Open csongpaxos opened 7 months ago
Thanks for filing this @csongpaxos . Normally there is another ERROR
level log before the "service call failed" logs that indicates the error that is not being retried. It sounds like you aren't seeing that though?
Hi @jszwedko, no we have tried the "debug" and "trace" log levels, enabling internal metrics / internal logs, and tweaking buffering/batching settings, but haven't been able to get any additional errors indicating the "real" error. Just stuck now with how to proceed / further debug without anything to work with
Not sure if you have seen this before with the splunk sink specifically when log volume is high?

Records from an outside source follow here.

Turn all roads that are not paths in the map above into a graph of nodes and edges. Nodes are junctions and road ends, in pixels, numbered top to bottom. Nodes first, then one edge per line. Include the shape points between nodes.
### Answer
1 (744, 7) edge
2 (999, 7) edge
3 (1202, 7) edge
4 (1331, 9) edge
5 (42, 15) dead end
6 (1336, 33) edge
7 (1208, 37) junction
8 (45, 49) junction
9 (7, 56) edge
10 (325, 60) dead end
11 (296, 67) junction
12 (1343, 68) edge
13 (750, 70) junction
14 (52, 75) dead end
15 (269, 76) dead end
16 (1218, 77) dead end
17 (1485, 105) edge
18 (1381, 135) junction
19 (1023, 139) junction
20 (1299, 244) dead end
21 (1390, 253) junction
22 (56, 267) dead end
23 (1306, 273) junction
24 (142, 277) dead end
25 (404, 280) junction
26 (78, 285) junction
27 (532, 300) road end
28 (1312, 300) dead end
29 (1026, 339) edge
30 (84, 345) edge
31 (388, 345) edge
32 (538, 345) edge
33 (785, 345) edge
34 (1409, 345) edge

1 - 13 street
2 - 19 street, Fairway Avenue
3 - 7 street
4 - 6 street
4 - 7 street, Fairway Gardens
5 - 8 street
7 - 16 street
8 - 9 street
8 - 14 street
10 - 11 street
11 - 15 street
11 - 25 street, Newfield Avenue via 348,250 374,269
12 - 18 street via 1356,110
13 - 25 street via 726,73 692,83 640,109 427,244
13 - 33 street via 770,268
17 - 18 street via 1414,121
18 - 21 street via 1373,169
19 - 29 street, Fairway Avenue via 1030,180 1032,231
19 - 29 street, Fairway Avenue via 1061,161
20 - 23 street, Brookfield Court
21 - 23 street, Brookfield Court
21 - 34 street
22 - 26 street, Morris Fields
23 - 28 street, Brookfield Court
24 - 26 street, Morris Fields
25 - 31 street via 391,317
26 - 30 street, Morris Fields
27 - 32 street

I have same error on nginx log->vector->vector->clickhouse but other Scenarios are good
here is error msg:
2024-04-21T03:33:37.216528Z ERROR sink{component_kind="sink" component_id=clickhouse_2 component_type=clickhouse}:request{request_id=1}: vector::sinks::util::retries: Not retriable; dropping the request. reason="response status: 404 Not Found" internal_log_rate_limit=true
2024-04-21T03:33:37.216581Z ERROR sink{component_kind="sink" component_id=clickhouse_2 component_type=clickhouse}:request{request_id=1}: vector_common::internal_event::service: Service call failed. No retries or retries exhausted. error=None request_id=1 error_type="request_failed" stage="sending" internal_log_rate_limit=true
2024-04-21T03:33:37.216609Z ERROR sink{component_kind="sink" component_id=clickhouse_2 component_type=clickhouse}:request{request_id=1}: vector_common::internal_event::component_events_dropped: Events dropped intentional=false count=1 reason="Service call failed. No retries or retries exhausted." internal_log_rate_limit=true
here is the vector1 and vector2 config
data_dir: "/var/lib/vector"
api:
enabled: true
address: "0.0.0.0:8686"
sources:
nginx_logs:
type: "file"
include:
- "/var/log/nginx/*.log" # supports globbing
ignore_older_secs: 86400 # 1 day
transforms:
nginx_parser:
inputs:
- "nginx_logs"
type: "remap"
source: |
.message=parse_nginx_log!(.message,"combined")
.body=.message
vc_parser:
inputs:
- nginx_parser
type: "remap"
source: |
.body.src="vc"
ck_parser:
inputs:
- nginx_parser
type: "remap"
source: |
.body.src="ck"
file_parser:
inputs:
- nginx_parser
type: "remap"
source: |
.body.src="file"
sinks:
my_vector:
type: vector
inputs:
- vc_parser
address: 192.168.111.25:6000
clickhouse:
type: "clickhouse"
database : "signoz_logs"
table : "access_logs_2"
inputs:
- ck_parser
skip_unknown_fields : true
endpoint:
"http://testvector2:8123"
my_file:
type: file
inputs:
- file_parser
path: /opt/vector/logs/vector-%Y-%m-%d.log
encoding:
codec: logfmt
sources:
my_source_id:
type: "vector"
address: "0.0.0.0:6000"
version: "2"
sinks:
clickhouse_2:
type: "clickhouse"
database : "signoz_logs"
table : "access_log_2"
inputs:
- my_source_id
#format: json_each_row
skip_unknown_fields : true
endpoint:
"http://192.168.111.25:8123"
my_sink_id:
type: file
inputs:
- my_source_id
path: /opt/vector/logs/vector-%Y-%m-%d.log
encoding:
codec: logfmt
fixed by adding following batch: timeout_secs: 30
clickhouse_2:
type: "clickhouse"
database : "signoz_logs"
table : "access_logs_2"
inputs:
- my_source_id
#format: json_each_row
skip_unknown_fields : true
batch:
timeout_secs: 30
@jszwedko. The error message has field "Error=None"..?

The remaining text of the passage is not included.